**** PROVIDED DATA ****

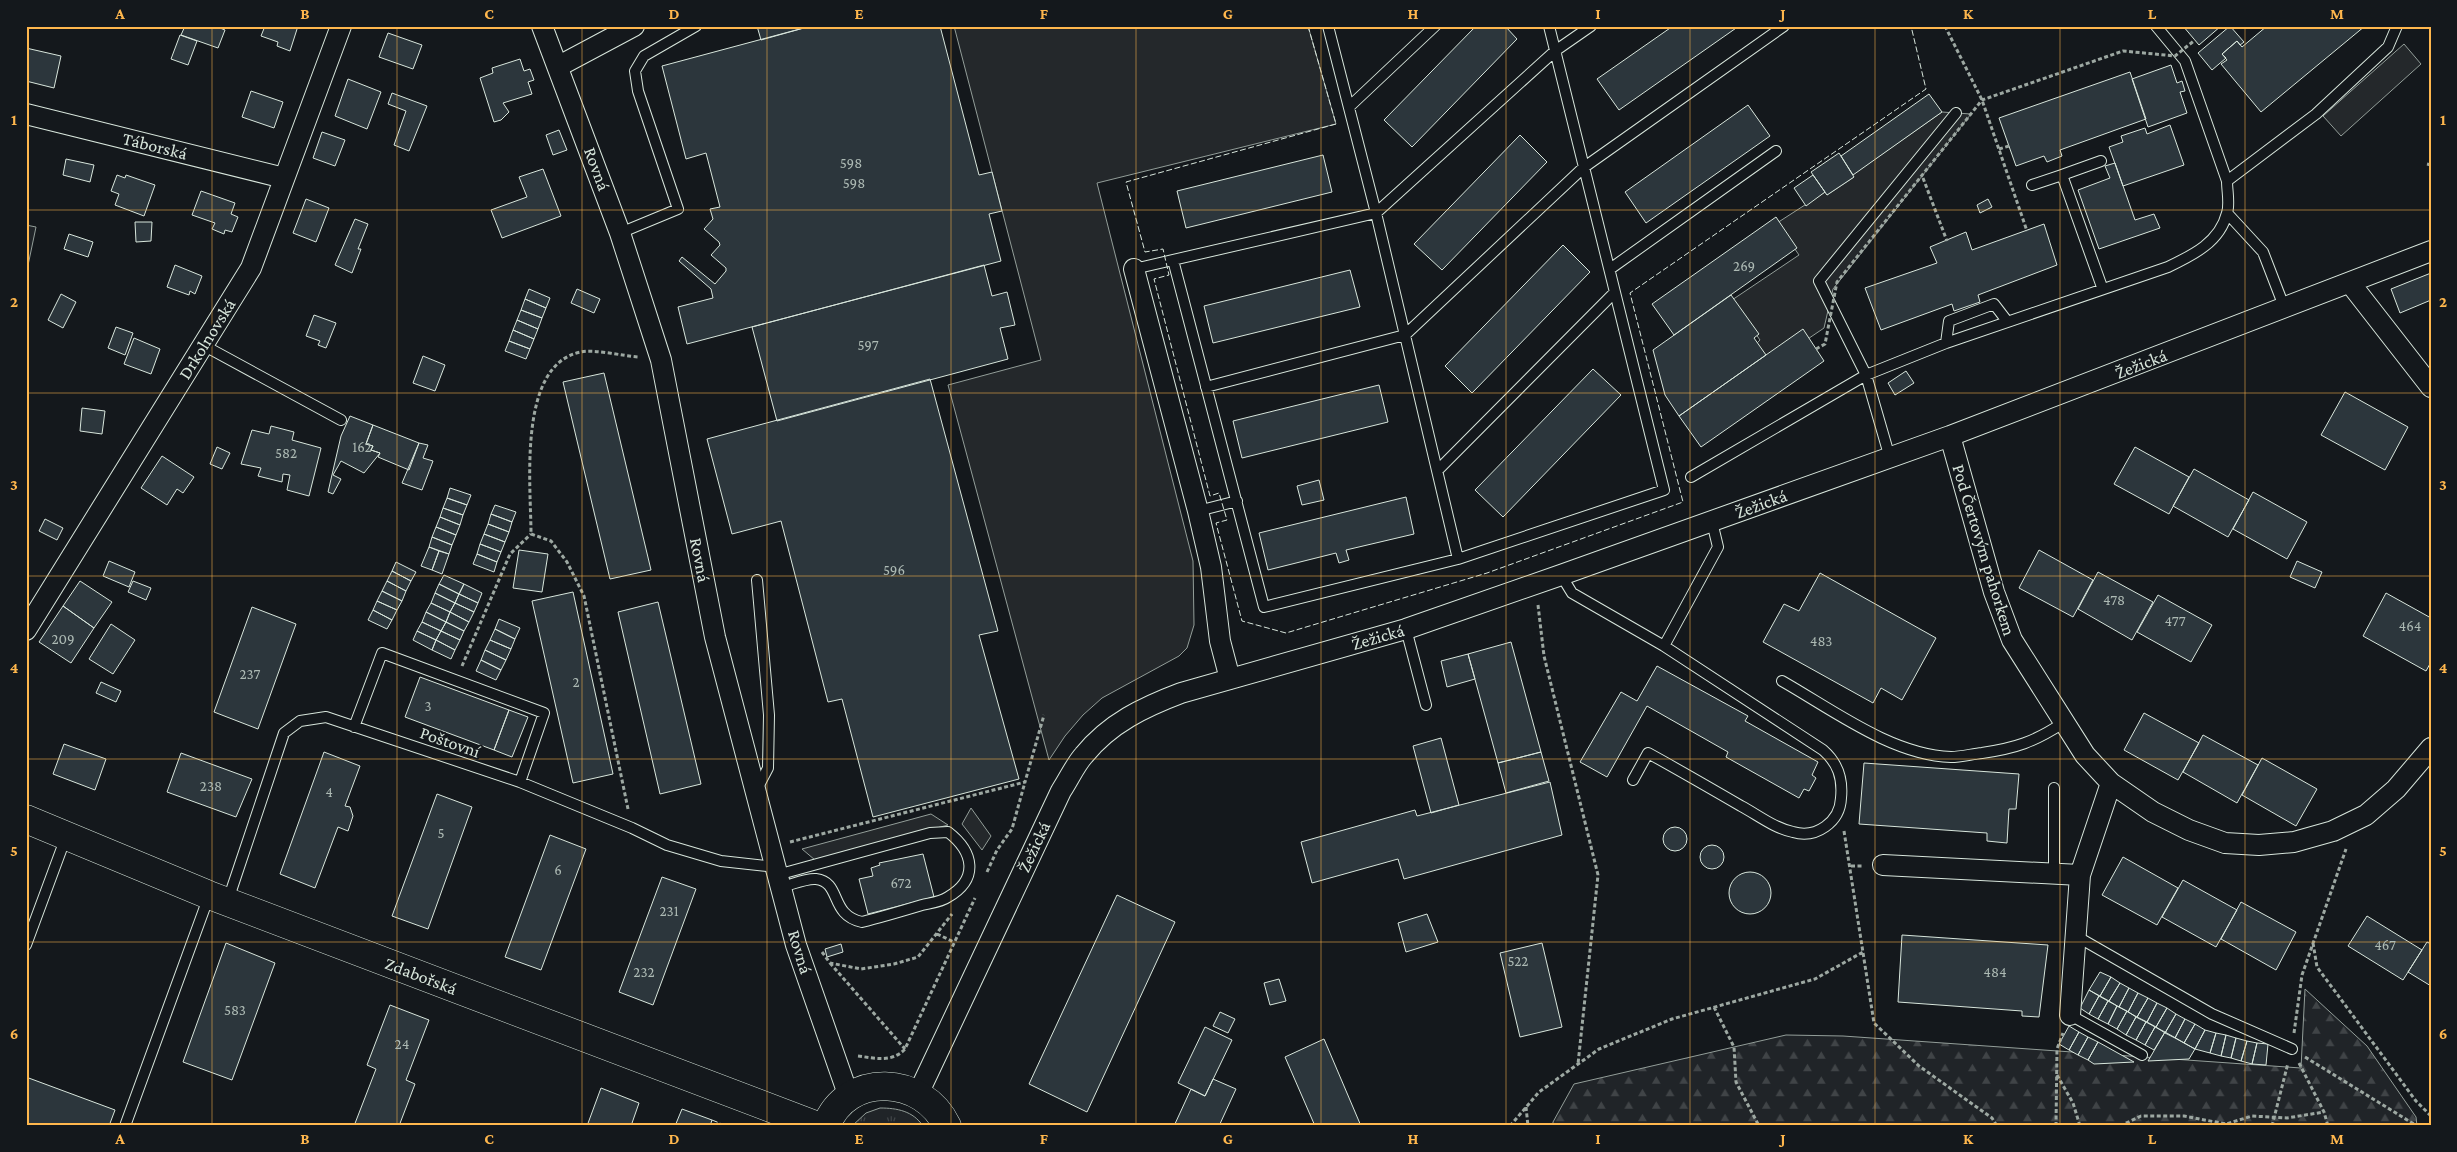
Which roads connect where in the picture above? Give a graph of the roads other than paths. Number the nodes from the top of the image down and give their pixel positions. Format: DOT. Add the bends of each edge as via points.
graph roads {
  1 [pos="341,26"];
  2 [pos="542,26"];
  3 [pos="634,26"];
  4 [pos="696,26"];
  5 [pos="1328,26"];
  6 [pos="1435,26"];
  7 [pos="1549,26"];
  8 [pos="1591,26"];
  9 [pos="1784,26"];
  10 [pos="2156,26"];
  11 [pos="2397,26"];
  12 [pos="1555,51"];
  13 [pos="559,66"];
  14 [pos="1349,107"];
  15 [pos="1956,113"];
  16 [pos="26,114"];
  17 [pos="1776,151"];
  18 [pos="2101,161"];
  19 [pos="1583,168"];
  20 [pos="2062,175"];
  21 [pos="284,178"];
  22 [pos="2227,181"];
  23 [pos="2032,185"];
  24 [pos="1376,213"];
  25 [pos="2228,213"];
  26 [pos="620,233"];
  27 [pos="2431,251"];
  28 [pos="1173,260"];
  29 [pos="1610,268"];
  30 [pos="1134,269"];
  31 [pos="2350,283"];
  32 [pos="2102,287"];
  33 [pos="1615,292"];
  34 [pos="2285,309"];
  35 [pos="2008,321"];
  36 [pos="1405,335"];
  37 [pos="1946,343"];
  38 [pos="203,345"];
  39 [pos="1866,375"];
  40 [pos="1206,387"];
  41 [pos="2431,387"];
  42 [pos="341,420"];
  43 [pos="1950,436"];
  44 [pos="1890,458"];
  45 [pos="1438,470"];
  46 [pos="1691,477"];
  47 [pos="1237,502"];
  48 [pos="1198,511"];
  49 [pos="1712,522"];
  50 [pos="1458,559"];
  51 [pos="1561,575"];
  52 [pos="757,580"];
  53 [pos="1406,629"];
  54 [pos="26,630"];
  55 [pos="1664,646"];
  56 [pos="1230,678"];
  57 [pos="1782,681"];
  58 [pos="1426,705"];
  59 [pos="2063,723"];
  60 [pos="354,727"];
  61 [pos="2431,748"];
  62 [pos="1633,780"];
  63 [pos="520,782"];
  64 [pos="2111,783"];
  65 [pos="2054,788"];
  66 [pos="756,792"];
  67 [pos="26,818"];
  68 [pos="66,837"];
  69 [pos="1883,865"];
  70 [pos="2054,874"];
  71 [pos="2080,875"];
  72 [pos="778,877"];
  73 [pos="218,899"];
  74 [pos="2076,936"];
  75 [pos="26,945"];
  76 [pos="2070,1015"];
  77 [pos="2292,1049"];
  78 [pos="2142,1054"];
  79 [pos="918,1094"];
  80 [pos="849,1097"];
  81 [pos="125,1126"];
  82 [pos="818,1126"];
  83 [pos="826,1126"];
  84 [pos="947,1126"];
  1 -- 21 [label="street, Drkolnovská"];
  2 -- 13 [label="street, Rovná"];
  3 -- 13 [label="street"];
  4 -- 26 [label="lane" via="644,56 635,71 638,91 678,208"];
  5 -- 14 [label="lane"];
  6 -- 14 [label="lane"];
  7 -- 12 [label="lane"];
  8 -- 12 [label="lane"];
  9 -- 19 [label="lane"];
  10 -- 22 [label="lane" via="2185,61"];
  11 -- 22 [label="lane" via="2388,47 2316,114"];
  12 -- 19 [label="lane"];
  12 -- 24 [label="lane"];
  13 -- 26 [label="street, Rovná"];
  14 -- 24 [label="lane"];
  15 -- 39 [label="lane" via="1819,281"];
  16 -- 21 [label="street, Táborská"];
  17 -- 29 [label="lane"];
  18 -- 20 [label="lane"];
  19 -- 29 [label="lane"];
  19 -- 36 [label="lane"];
  20 -- 23 [label="lane"];
  20 -- 32 [label="lane"];
  21 -- 38 [label="street, Drkolnovská" via="251,268"];
  22 -- 25 [label="lane"];
  24 -- 28 [label="lane"];
  24 -- 36 [label="lane"];
  25 -- 32 [label="lane" via="2214,238 2198,254 2168,267"];
  25 -- 34 [label="lane" via="2263,252"];
  26 -- 66 [label="street, Rovná" via="661,360 715,638"];
  27 -- 31 [label="street, Žežická"];
  28 -- 30 [label="lane"];
  28 -- 40 [label="lane"];
  29 -- 33 [label="lane"];
  30 -- 48 [label="street"];
  31 -- 34 [label="street, Žežická"];
  31 -- 41 [label="street"];
  32 -- 35 [label="lane"];
  33 -- 45 [label="lane"];
  33 -- 50 [label="lane" via="1664,490"];
  34 -- 43 [label="street, Žežická"];
  35 -- 37 [label="lane"];
  35 -- 37 [label="lane" via="1994,304 1949,321"];
  36 -- 40 [label="lane"];
  36 -- 45 [label="lane"];
  37 -- 39 [label="lane"];
  38 -- 42 [label="lane"];
  38 -- 54 [label="street, Drkolnovská"];
  39 -- 44 [label="lane"];
  39 -- 46 [label="lane"];
  40 -- 47 [label="lane"];
  43 -- 44 [label="street, Žežická"];
  43 -- 59 [label="street, Pod Čertovým pahorkem" via="1994,592 2012,640"];
  44 -- 49 [label="street, Žežická"];
  45 -- 50 [label="lane"];
  47 -- 48 [label="lane"];
  47 -- 50 [label="lane" via="1264,607"];
  48 -- 56 [label="street" via="1211,566 1220,641"];
  49 -- 51 [label="street, Žežická"];
  49 -- 55 [label="lane" via="1718,547"];
  51 -- 53 [label="street, Žežická"];
  51 -- 55 [label="lane" via="1572,593"];
  52 -- 66 [label="lane" via="770,715 768,768"];
  53 -- 56 [label="street, Žežická"];
  53 -- 58 [label="lane"];
  55 -- 62 [label="lane" via="1831,758 1838,767 1841,783 1840,810 1832,822 1820,830 1806,834 1793,832 1648,753"];
  56 -- 79 [label="street, Žežická" via="1146,706 1115,725 1084,755 1061,791"];
  57 -- 59 [label="lane" via="1884,740 1916,752 1952,757 2001,750 2036,740"];
  59 -- 64 [label="street, Pod Čertovým pahorkem" via="2085,755"];
  60 -- 63 [label="lane, Poštovní"];
  60 -- 63 [label="lane" via="382,653 544,714"];
  60 -- 73 [label="lane, Poštovní" via="326,717 300,721 284,733"];
  61 -- 64 [label="street, Pod Čertovým pahorkem" via="2396,789 2366,815 2333,831 2294,842 2225,843 2154,812"];
  63 -- 72 [label="lane, Poštovní" via="632,828 666,846"];
  64 -- 71 [label="street"];
  65 -- 70 [label="lane"];
  66 -- 72 [label="street, Rovná"];
  67 -- 68 [label="street, Zdabořská"];
  68 -- 73 [label="street, Zdabořská"];
  68 -- 75 [label="lane"];
  69 -- 70 [label="street"];
  70 -- 71 [label="street"];
  71 -- 74 [label="street"];
  72 -- 72 [label="lane" via="825,882 834,891 842,912 851,920 862,922 947,898 960,888 970,872 968,855 961,842 948,832 930,833"];
  72 -- 80 [label="street, Rovná" via="796,945"];
  73 -- 81 [label="lane, Poštovní"];
  73 -- 82 [label="street, Zdabořská"];
  74 -- 76 [label="street"];
  74 -- 77 [label="lane" via="2212,1014"];
  76 -- 78 [label="lane"];
  79 -- 80 [label="street" via="889,1086 874,1087"];
  79 -- 84 [label="street" via="939,1112"];
  80 -- 83 [label="street" via="836,1109"];
}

****

WORK TO COMPLETE = Please retype the listing in full, exactly as given, and skip every image.

WRITTEN RESPONSE =
Which roads connect where in the picture above? Give a graph of the roads other than paths. Number the nodes from the top of the image down and give their pixel positions. Format: DOT. Add the bends of each edge as via points.
graph roads {
  1 [pos="341,26"];
  2 [pos="542,26"];
  3 [pos="634,26"];
  4 [pos="696,26"];
  5 [pos="1328,26"];
  6 [pos="1435,26"];
  7 [pos="1549,26"];
  8 [pos="1591,26"];
  9 [pos="1784,26"];
  10 [pos="2156,26"];
  11 [pos="2397,26"];
  12 [pos="1555,51"];
  13 [pos="559,66"];
  14 [pos="1349,107"];
  15 [pos="1956,113"];
  16 [pos="26,114"];
  17 [pos="1776,151"];
  18 [pos="2101,161"];
  19 [pos="1583,168"];
  20 [pos="2062,175"];
  21 [pos="284,178"];
  22 [pos="2227,181"];
  23 [pos="2032,185"];
  24 [pos="1376,213"];
  25 [pos="2228,213"];
  26 [pos="620,233"];
  27 [pos="2431,251"];
  28 [pos="1173,260"];
  29 [pos="1610,268"];
  30 [pos="1134,269"];
  31 [pos="2350,283"];
  32 [pos="2102,287"];
  33 [pos="1615,292"];
  34 [pos="2285,309"];
  35 [pos="2008,321"];
  36 [pos="1405,335"];
  37 [pos="1946,343"];
  38 [pos="203,345"];
  39 [pos="1866,375"];
  40 [pos="1206,387"];
  41 [pos="2431,387"];
  42 [pos="341,420"];
  43 [pos="1950,436"];
  44 [pos="1890,458"];
  45 [pos="1438,470"];
  46 [pos="1691,477"];
  47 [pos="1237,502"];
  48 [pos="1198,511"];
  49 [pos="1712,522"];
  50 [pos="1458,559"];
  51 [pos="1561,575"];
  52 [pos="757,580"];
  53 [pos="1406,629"];
  54 [pos="26,630"];
  55 [pos="1664,646"];
  56 [pos="1230,678"];
  57 [pos="1782,681"];
  58 [pos="1426,705"];
  59 [pos="2063,723"];
  60 [pos="354,727"];
  61 [pos="2431,748"];
  62 [pos="1633,780"];
  63 [pos="520,782"];
  64 [pos="2111,783"];
  65 [pos="2054,788"];
  66 [pos="756,792"];
  67 [pos="26,818"];
  68 [pos="66,837"];
  69 [pos="1883,865"];
  70 [pos="2054,874"];
  71 [pos="2080,875"];
  72 [pos="778,877"];
  73 [pos="218,899"];
  74 [pos="2076,936"];
  75 [pos="26,945"];
  76 [pos="2070,1015"];
  77 [pos="2292,1049"];
  78 [pos="2142,1054"];
  79 [pos="918,1094"];
  80 [pos="849,1097"];
  81 [pos="125,1126"];
  82 [pos="818,1126"];
  83 [pos="826,1126"];
  84 [pos="947,1126"];
  1 -- 21 [label="street, Drkolnovská"];
  2 -- 13 [label="street, Rovná"];
  3 -- 13 [label="street"];
  4 -- 26 [label="lane" via="644,56 635,71 638,91 678,208"];
  5 -- 14 [label="lane"];
  6 -- 14 [label="lane"];
  7 -- 12 [label="lane"];
  8 -- 12 [label="lane"];
  9 -- 19 [label="lane"];
  10 -- 22 [label="lane" via="2185,61"];
  11 -- 22 [label="lane" via="2388,47 2316,114"];
  12 -- 19 [label="lane"];
  12 -- 24 [label="lane"];
  13 -- 26 [label="street, Rovná"];
  14 -- 24 [label="lane"];
  15 -- 39 [label="lane" via="1819,281"];
  16 -- 21 [label="street, Táborská"];
  17 -- 29 [label="lane"];
  18 -- 20 [label="lane"];
  19 -- 29 [label="lane"];
  19 -- 36 [label="lane"];
  20 -- 23 [label="lane"];
  20 -- 32 [label="lane"];
  21 -- 38 [label="street, Drkolnovská" via="251,268"];
  22 -- 25 [label="lane"];
  24 -- 28 [label="lane"];
  24 -- 36 [label="lane"];
  25 -- 32 [label="lane" via="2214,238 2198,254 2168,267"];
  25 -- 34 [label="lane" via="2263,252"];
  26 -- 66 [label="street, Rovná" via="661,360 715,638"];
  27 -- 31 [label="street, Žežická"];
  28 -- 30 [label="lane"];
  28 -- 40 [label="lane"];
  29 -- 33 [label="lane"];
  30 -- 48 [label="street"];
  31 -- 34 [label="street, Žežická"];
  31 -- 41 [label="street"];
  32 -- 35 [label="lane"];
  33 -- 45 [label="lane"];
  33 -- 50 [label="lane" via="1664,490"];
  34 -- 43 [label="street, Žežická"];
  35 -- 37 [label="lane"];
  35 -- 37 [label="lane" via="1994,304 1949,321"];
  36 -- 40 [label="lane"];
  36 -- 45 [label="lane"];
  37 -- 39 [label="lane"];
  38 -- 42 [label="lane"];
  38 -- 54 [label="street, Drkolnovská"];
  39 -- 44 [label="lane"];
  39 -- 46 [label="lane"];
  40 -- 47 [label="lane"];
  43 -- 44 [label="street, Žežická"];
  43 -- 59 [label="street, Pod Čertovým pahorkem" via="1994,592 2012,640"];
  44 -- 49 [label="street, Žežická"];
  45 -- 50 [label="lane"];
  47 -- 48 [label="lane"];
  47 -- 50 [label="lane" via="1264,607"];
  48 -- 56 [label="street" via="1211,566 1220,641"];
  49 -- 51 [label="street, Žežická"];
  49 -- 55 [label="lane" via="1718,547"];
  51 -- 53 [label="street, Žežická"];
  51 -- 55 [label="lane" via="1572,593"];
  52 -- 66 [label="lane" via="770,715 768,768"];
  53 -- 56 [label="street, Žežická"];
  53 -- 58 [label="lane"];
  55 -- 62 [label="lane" via="1831,758 1838,767 1841,783 1840,810 1832,822 1820,830 1806,834 1793,832 1648,753"];
  56 -- 79 [label="street, Žežická" via="1146,706 1115,725 1084,755 1061,791"];
  57 -- 59 [label="lane" via="1884,740 1916,752 1952,757 2001,750 2036,740"];
  59 -- 64 [label="street, Pod Čertovým pahorkem" via="2085,755"];
  60 -- 63 [label="lane, Poštovní"];
  60 -- 63 [label="lane" via="382,653 544,714"];
  60 -- 73 [label="lane, Poštovní" via="326,717 300,721 284,733"];
  61 -- 64 [label="street, Pod Čertovým pahorkem" via="2396,789 2366,815 2333,831 2294,842 2225,843 2154,812"];
  63 -- 72 [label="lane, Poštovní" via="632,828 666,846"];
  64 -- 71 [label="street"];
  65 -- 70 [label="lane"];
  66 -- 72 [label="street, Rovná"];
  67 -- 68 [label="street, Zdabořská"];
  68 -- 73 [label="street, Zdabořská"];
  68 -- 75 [label="lane"];
  69 -- 70 [label="street"];
  70 -- 71 [label="street"];
  71 -- 74 [label="street"];
  72 -- 72 [label="lane" via="825,882 834,891 842,912 851,920 862,922 947,898 960,888 970,872 968,855 961,842 948,832 930,833"];
  72 -- 80 [label="street, Rovná" via="796,945"];
  73 -- 81 [label="lane, Poštovní"];
  73 -- 82 [label="street, Zdabořská"];
  74 -- 76 [label="street"];
  74 -- 77 [label="lane" via="2212,1014"];
  76 -- 78 [label="lane"];
  79 -- 80 [label="street" via="889,1086 874,1087"];
  79 -- 84 [label="street" via="939,1112"];
  80 -- 83 [label="street" via="836,1109"];
}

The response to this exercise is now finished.